TASK INSTRUCTIONS
Among the entries below, one line contains "Turn the roads" and another contains "Trace all roads". Transcribe those two lines and every line between them, exactly.

DATA
------------------------------------------------------------------------
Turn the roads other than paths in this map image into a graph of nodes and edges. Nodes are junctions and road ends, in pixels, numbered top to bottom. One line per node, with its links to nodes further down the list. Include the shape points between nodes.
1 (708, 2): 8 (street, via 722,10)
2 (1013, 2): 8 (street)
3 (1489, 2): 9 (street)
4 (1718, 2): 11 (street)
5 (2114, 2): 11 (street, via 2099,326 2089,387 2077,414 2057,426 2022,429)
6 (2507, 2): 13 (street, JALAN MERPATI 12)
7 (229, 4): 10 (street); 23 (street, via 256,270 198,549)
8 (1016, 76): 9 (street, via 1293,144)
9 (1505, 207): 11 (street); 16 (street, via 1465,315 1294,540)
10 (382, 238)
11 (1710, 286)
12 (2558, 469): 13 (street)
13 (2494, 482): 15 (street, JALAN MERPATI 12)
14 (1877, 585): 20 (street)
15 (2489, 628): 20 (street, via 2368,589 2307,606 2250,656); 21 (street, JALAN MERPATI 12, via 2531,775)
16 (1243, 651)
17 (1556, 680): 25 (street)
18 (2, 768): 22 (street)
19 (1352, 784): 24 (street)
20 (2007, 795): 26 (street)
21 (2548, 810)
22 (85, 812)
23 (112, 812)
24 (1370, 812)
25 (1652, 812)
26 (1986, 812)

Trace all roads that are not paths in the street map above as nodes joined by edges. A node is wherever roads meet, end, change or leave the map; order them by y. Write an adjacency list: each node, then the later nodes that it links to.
------------------------------------------------------------------------
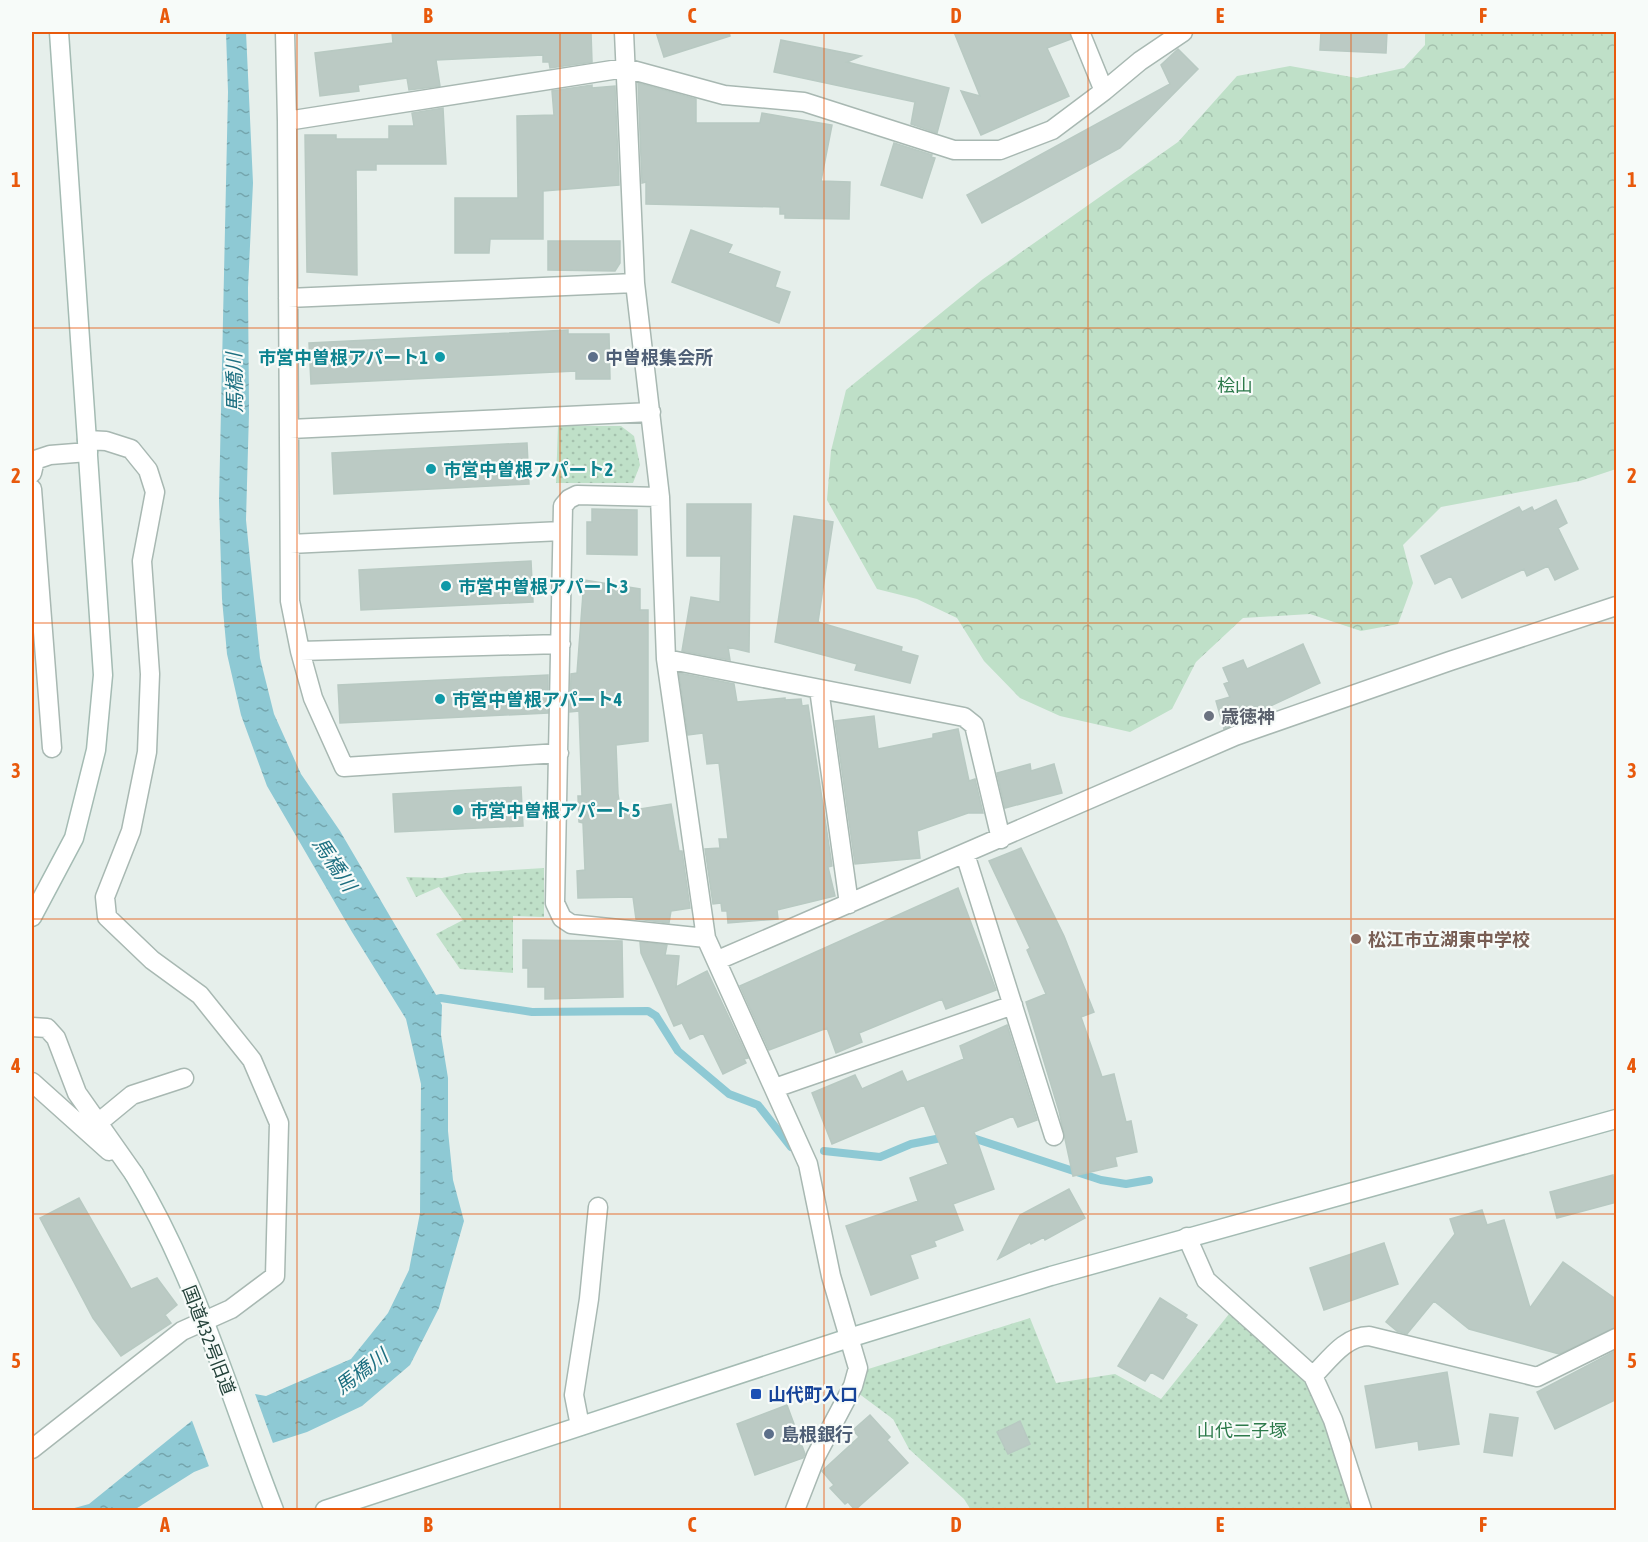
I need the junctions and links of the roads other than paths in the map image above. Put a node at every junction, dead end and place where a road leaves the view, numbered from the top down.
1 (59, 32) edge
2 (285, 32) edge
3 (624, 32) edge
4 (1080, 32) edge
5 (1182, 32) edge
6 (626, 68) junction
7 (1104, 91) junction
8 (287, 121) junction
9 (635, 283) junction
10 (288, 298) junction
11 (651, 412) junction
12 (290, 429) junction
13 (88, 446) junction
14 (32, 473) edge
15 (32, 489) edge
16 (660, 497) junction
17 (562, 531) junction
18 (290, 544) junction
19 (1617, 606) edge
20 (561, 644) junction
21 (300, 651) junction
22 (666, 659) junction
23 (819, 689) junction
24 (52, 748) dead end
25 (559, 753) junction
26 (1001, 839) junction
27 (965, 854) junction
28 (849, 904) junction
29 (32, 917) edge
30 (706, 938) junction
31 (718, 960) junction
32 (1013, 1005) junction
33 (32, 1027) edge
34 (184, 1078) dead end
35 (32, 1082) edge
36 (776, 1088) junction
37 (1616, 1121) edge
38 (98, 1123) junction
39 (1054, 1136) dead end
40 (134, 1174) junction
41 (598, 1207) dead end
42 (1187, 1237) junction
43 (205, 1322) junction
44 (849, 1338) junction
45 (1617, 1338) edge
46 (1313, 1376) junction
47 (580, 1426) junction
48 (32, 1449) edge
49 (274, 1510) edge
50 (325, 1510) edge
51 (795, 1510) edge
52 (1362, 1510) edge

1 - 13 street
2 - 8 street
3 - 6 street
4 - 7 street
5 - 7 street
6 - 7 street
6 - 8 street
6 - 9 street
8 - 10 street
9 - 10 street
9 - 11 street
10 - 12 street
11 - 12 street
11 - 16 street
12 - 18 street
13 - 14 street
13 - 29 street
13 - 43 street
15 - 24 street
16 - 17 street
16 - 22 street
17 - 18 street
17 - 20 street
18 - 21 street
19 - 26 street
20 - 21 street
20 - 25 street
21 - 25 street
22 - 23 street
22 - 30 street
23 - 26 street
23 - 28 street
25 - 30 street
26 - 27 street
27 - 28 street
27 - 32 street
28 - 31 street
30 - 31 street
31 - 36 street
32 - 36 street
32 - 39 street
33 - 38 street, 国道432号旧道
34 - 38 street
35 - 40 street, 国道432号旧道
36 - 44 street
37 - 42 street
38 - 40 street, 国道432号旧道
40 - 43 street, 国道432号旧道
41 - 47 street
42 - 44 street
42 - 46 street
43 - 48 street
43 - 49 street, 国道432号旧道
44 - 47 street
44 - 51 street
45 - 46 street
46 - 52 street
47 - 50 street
------------------------------------------------------------------------
ANSWER TO THIS TASK
Turn the roads other than paths in this map image into a graph of nodes and edges. Nodes are junctions and road ends, in pixels, numbered top to bottom. One line per node, with its links to nodes further down the list. Include the shape points between nodes.
1 (708, 2): 8 (street, via 722,10)
2 (1013, 2): 8 (street)
3 (1489, 2): 9 (street)
4 (1718, 2): 11 (street)
5 (2114, 2): 11 (street, via 2099,326 2089,387 2077,414 2057,426 2022,429)
6 (2507, 2): 13 (street, JALAN MERPATI 12)
7 (229, 4): 10 (street); 23 (street, via 256,270 198,549)
8 (1016, 76): 9 (street, via 1293,144)
9 (1505, 207): 11 (street); 16 (street, via 1465,315 1294,540)
10 (382, 238)
11 (1710, 286)
12 (2558, 469): 13 (street)
13 (2494, 482): 15 (street, JALAN MERPATI 12)
14 (1877, 585): 20 (street)
15 (2489, 628): 20 (street, via 2368,589 2307,606 2250,656); 21 (street, JALAN MERPATI 12, via 2531,775)
16 (1243, 651)
17 (1556, 680): 25 (street)
18 (2, 768): 22 (street)
19 (1352, 784): 24 (street)
20 (2007, 795): 26 (street)
21 (2548, 810)
22 (85, 812)
23 (112, 812)
24 (1370, 812)
25 (1652, 812)
26 (1986, 812)

Trace all roads that are not paths in the street map above as nodes joined by edges. A node is wherever roads meet, end, change or leave the map; order them by y. Write an adjacency list: each node, then the later nodes that it links to.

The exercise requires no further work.